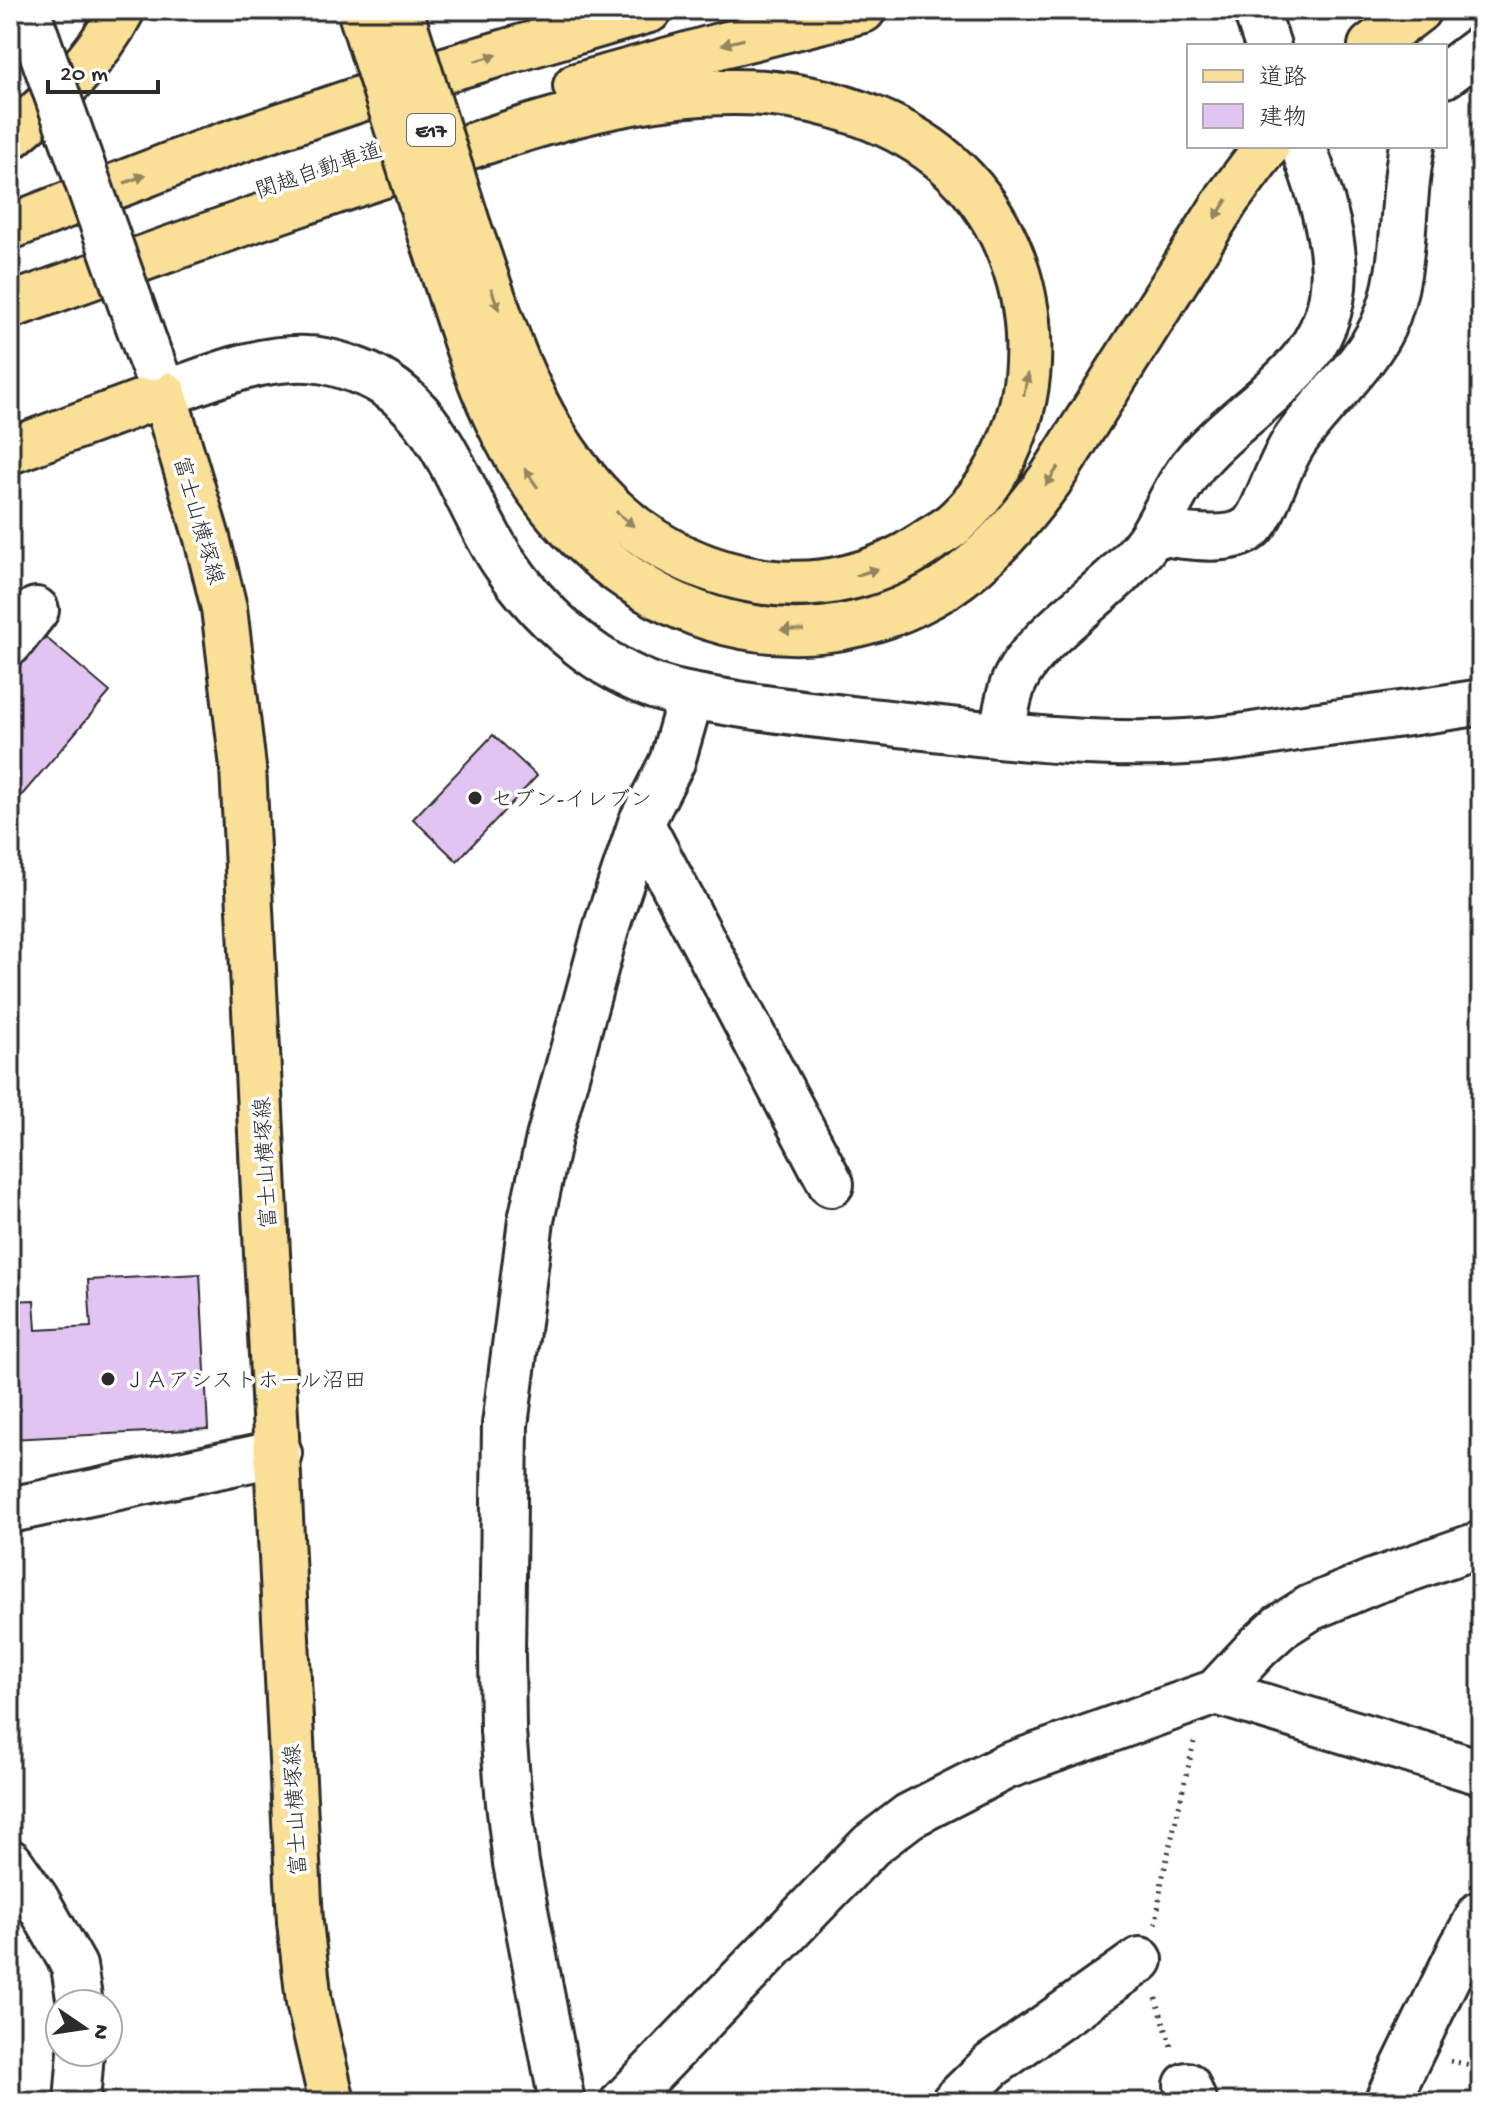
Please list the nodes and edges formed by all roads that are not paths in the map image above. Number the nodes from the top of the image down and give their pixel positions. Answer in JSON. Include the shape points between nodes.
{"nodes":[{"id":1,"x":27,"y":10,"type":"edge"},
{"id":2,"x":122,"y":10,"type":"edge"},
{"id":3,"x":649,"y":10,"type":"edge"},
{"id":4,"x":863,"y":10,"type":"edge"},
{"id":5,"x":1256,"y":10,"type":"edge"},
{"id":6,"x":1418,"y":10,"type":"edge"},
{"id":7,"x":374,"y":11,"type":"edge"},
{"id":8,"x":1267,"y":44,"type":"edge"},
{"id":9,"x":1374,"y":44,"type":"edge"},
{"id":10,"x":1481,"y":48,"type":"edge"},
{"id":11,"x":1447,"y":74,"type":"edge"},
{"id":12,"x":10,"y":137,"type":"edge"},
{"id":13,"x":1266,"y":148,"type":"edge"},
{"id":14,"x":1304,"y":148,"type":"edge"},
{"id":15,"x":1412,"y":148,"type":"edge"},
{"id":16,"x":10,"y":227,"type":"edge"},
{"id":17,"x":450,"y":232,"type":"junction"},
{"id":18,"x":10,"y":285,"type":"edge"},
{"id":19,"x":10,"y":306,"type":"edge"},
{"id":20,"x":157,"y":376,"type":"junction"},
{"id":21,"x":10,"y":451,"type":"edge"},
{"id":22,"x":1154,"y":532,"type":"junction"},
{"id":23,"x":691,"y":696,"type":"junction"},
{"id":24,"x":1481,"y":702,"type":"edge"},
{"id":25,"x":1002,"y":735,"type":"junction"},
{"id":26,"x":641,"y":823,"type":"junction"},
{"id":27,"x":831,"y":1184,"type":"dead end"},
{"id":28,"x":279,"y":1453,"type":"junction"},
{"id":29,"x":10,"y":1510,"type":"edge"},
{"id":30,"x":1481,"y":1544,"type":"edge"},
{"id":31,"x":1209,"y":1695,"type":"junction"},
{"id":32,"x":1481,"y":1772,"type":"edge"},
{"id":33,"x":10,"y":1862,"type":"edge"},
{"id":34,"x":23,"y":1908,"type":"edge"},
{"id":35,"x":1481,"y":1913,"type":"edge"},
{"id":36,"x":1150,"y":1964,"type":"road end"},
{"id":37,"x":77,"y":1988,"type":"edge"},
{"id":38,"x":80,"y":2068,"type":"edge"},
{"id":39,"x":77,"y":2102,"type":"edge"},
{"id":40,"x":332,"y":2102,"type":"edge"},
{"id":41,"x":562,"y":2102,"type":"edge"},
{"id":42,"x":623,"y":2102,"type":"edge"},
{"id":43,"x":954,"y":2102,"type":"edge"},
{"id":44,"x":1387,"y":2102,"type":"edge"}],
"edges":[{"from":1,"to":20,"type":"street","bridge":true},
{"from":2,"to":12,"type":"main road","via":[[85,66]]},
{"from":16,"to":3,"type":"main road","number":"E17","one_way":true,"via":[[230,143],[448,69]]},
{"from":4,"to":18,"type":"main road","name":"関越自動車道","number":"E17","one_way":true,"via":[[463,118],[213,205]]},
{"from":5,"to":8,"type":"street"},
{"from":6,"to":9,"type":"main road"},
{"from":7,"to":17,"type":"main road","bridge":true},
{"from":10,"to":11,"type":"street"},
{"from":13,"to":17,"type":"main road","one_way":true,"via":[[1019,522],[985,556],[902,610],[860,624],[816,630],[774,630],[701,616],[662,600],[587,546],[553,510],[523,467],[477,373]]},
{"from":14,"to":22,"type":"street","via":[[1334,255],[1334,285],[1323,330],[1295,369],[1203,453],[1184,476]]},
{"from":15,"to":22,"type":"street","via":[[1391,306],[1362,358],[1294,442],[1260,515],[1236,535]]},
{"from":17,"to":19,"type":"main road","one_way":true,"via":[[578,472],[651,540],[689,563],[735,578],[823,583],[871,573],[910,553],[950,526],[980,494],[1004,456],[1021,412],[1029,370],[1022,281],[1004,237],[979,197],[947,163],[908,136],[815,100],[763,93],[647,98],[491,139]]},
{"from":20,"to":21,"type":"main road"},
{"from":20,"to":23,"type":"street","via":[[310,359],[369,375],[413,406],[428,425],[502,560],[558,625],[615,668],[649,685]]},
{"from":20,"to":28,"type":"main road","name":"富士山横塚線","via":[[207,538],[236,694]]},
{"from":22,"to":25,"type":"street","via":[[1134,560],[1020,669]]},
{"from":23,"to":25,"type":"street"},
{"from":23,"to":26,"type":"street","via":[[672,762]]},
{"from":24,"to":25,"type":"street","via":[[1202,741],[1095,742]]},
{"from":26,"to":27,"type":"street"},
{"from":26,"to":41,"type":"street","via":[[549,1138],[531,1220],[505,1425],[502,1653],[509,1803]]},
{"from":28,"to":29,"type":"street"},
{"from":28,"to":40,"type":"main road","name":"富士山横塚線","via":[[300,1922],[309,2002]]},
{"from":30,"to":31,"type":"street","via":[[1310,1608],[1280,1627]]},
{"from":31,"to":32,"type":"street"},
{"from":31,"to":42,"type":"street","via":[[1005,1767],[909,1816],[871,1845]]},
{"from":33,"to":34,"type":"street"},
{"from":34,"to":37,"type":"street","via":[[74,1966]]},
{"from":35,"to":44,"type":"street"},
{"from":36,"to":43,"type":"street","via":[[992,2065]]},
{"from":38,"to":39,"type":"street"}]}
--*--
Return the material above verbatim, minus the pictures.

Please list the nodes and edges formed by all roads that are not paths in the map image above. Number the nodes from the top of the image down and give their pixel positions. Answer in JSON. Include the shape points between nodes.
{"nodes":[{"id":1,"x":27,"y":10,"type":"edge"},
{"id":2,"x":122,"y":10,"type":"edge"},
{"id":3,"x":649,"y":10,"type":"edge"},
{"id":4,"x":863,"y":10,"type":"edge"},
{"id":5,"x":1256,"y":10,"type":"edge"},
{"id":6,"x":1418,"y":10,"type":"edge"},
{"id":7,"x":374,"y":11,"type":"edge"},
{"id":8,"x":1267,"y":44,"type":"edge"},
{"id":9,"x":1374,"y":44,"type":"edge"},
{"id":10,"x":1481,"y":48,"type":"edge"},
{"id":11,"x":1447,"y":74,"type":"edge"},
{"id":12,"x":10,"y":137,"type":"edge"},
{"id":13,"x":1266,"y":148,"type":"edge"},
{"id":14,"x":1304,"y":148,"type":"edge"},
{"id":15,"x":1412,"y":148,"type":"edge"},
{"id":16,"x":10,"y":227,"type":"edge"},
{"id":17,"x":450,"y":232,"type":"junction"},
{"id":18,"x":10,"y":285,"type":"edge"},
{"id":19,"x":10,"y":306,"type":"edge"},
{"id":20,"x":157,"y":376,"type":"junction"},
{"id":21,"x":10,"y":451,"type":"edge"},
{"id":22,"x":1154,"y":532,"type":"junction"},
{"id":23,"x":691,"y":696,"type":"junction"},
{"id":24,"x":1481,"y":702,"type":"edge"},
{"id":25,"x":1002,"y":735,"type":"junction"},
{"id":26,"x":641,"y":823,"type":"junction"},
{"id":27,"x":831,"y":1184,"type":"dead end"},
{"id":28,"x":279,"y":1453,"type":"junction"},
{"id":29,"x":10,"y":1510,"type":"edge"},
{"id":30,"x":1481,"y":1544,"type":"edge"},
{"id":31,"x":1209,"y":1695,"type":"junction"},
{"id":32,"x":1481,"y":1772,"type":"edge"},
{"id":33,"x":10,"y":1862,"type":"edge"},
{"id":34,"x":23,"y":1908,"type":"edge"},
{"id":35,"x":1481,"y":1913,"type":"edge"},
{"id":36,"x":1150,"y":1964,"type":"road end"},
{"id":37,"x":77,"y":1988,"type":"edge"},
{"id":38,"x":80,"y":2068,"type":"edge"},
{"id":39,"x":77,"y":2102,"type":"edge"},
{"id":40,"x":332,"y":2102,"type":"edge"},
{"id":41,"x":562,"y":2102,"type":"edge"},
{"id":42,"x":623,"y":2102,"type":"edge"},
{"id":43,"x":954,"y":2102,"type":"edge"},
{"id":44,"x":1387,"y":2102,"type":"edge"}],
"edges":[{"from":1,"to":20,"type":"street","bridge":true},
{"from":2,"to":12,"type":"main road","via":[[85,66]]},
{"from":16,"to":3,"type":"main road","number":"E17","one_way":true,"via":[[230,143],[448,69]]},
{"from":4,"to":18,"type":"main road","name":"関越自動車道","number":"E17","one_way":true,"via":[[463,118],[213,205]]},
{"from":5,"to":8,"type":"street"},
{"from":6,"to":9,"type":"main road"},
{"from":7,"to":17,"type":"main road","bridge":true},
{"from":10,"to":11,"type":"street"},
{"from":13,"to":17,"type":"main road","one_way":true,"via":[[1019,522],[985,556],[902,610],[860,624],[816,630],[774,630],[701,616],[662,600],[587,546],[553,510],[523,467],[477,373]]},
{"from":14,"to":22,"type":"street","via":[[1334,255],[1334,285],[1323,330],[1295,369],[1203,453],[1184,476]]},
{"from":15,"to":22,"type":"street","via":[[1391,306],[1362,358],[1294,442],[1260,515],[1236,535]]},
{"from":17,"to":19,"type":"main road","one_way":true,"via":[[578,472],[651,540],[689,563],[735,578],[823,583],[871,573],[910,553],[950,526],[980,494],[1004,456],[1021,412],[1029,370],[1022,281],[1004,237],[979,197],[947,163],[908,136],[815,100],[763,93],[647,98],[491,139]]},
{"from":20,"to":21,"type":"main road"},
{"from":20,"to":23,"type":"street","via":[[310,359],[369,375],[413,406],[428,425],[502,560],[558,625],[615,668],[649,685]]},
{"from":20,"to":28,"type":"main road","name":"富士山横塚線","via":[[207,538],[236,694]]},
{"from":22,"to":25,"type":"street","via":[[1134,560],[1020,669]]},
{"from":23,"to":25,"type":"street"},
{"from":23,"to":26,"type":"street","via":[[672,762]]},
{"from":24,"to":25,"type":"street","via":[[1202,741],[1095,742]]},
{"from":26,"to":27,"type":"street"},
{"from":26,"to":41,"type":"street","via":[[549,1138],[531,1220],[505,1425],[502,1653],[509,1803]]},
{"from":28,"to":29,"type":"street"},
{"from":28,"to":40,"type":"main road","name":"富士山横塚線","via":[[300,1922],[309,2002]]},
{"from":30,"to":31,"type":"street","via":[[1310,1608],[1280,1627]]},
{"from":31,"to":32,"type":"street"},
{"from":31,"to":42,"type":"street","via":[[1005,1767],[909,1816],[871,1845]]},
{"from":33,"to":34,"type":"street"},
{"from":34,"to":37,"type":"street","via":[[74,1966]]},
{"from":35,"to":44,"type":"street"},
{"from":36,"to":43,"type":"street","via":[[992,2065]]},
{"from":38,"to":39,"type":"street"}]}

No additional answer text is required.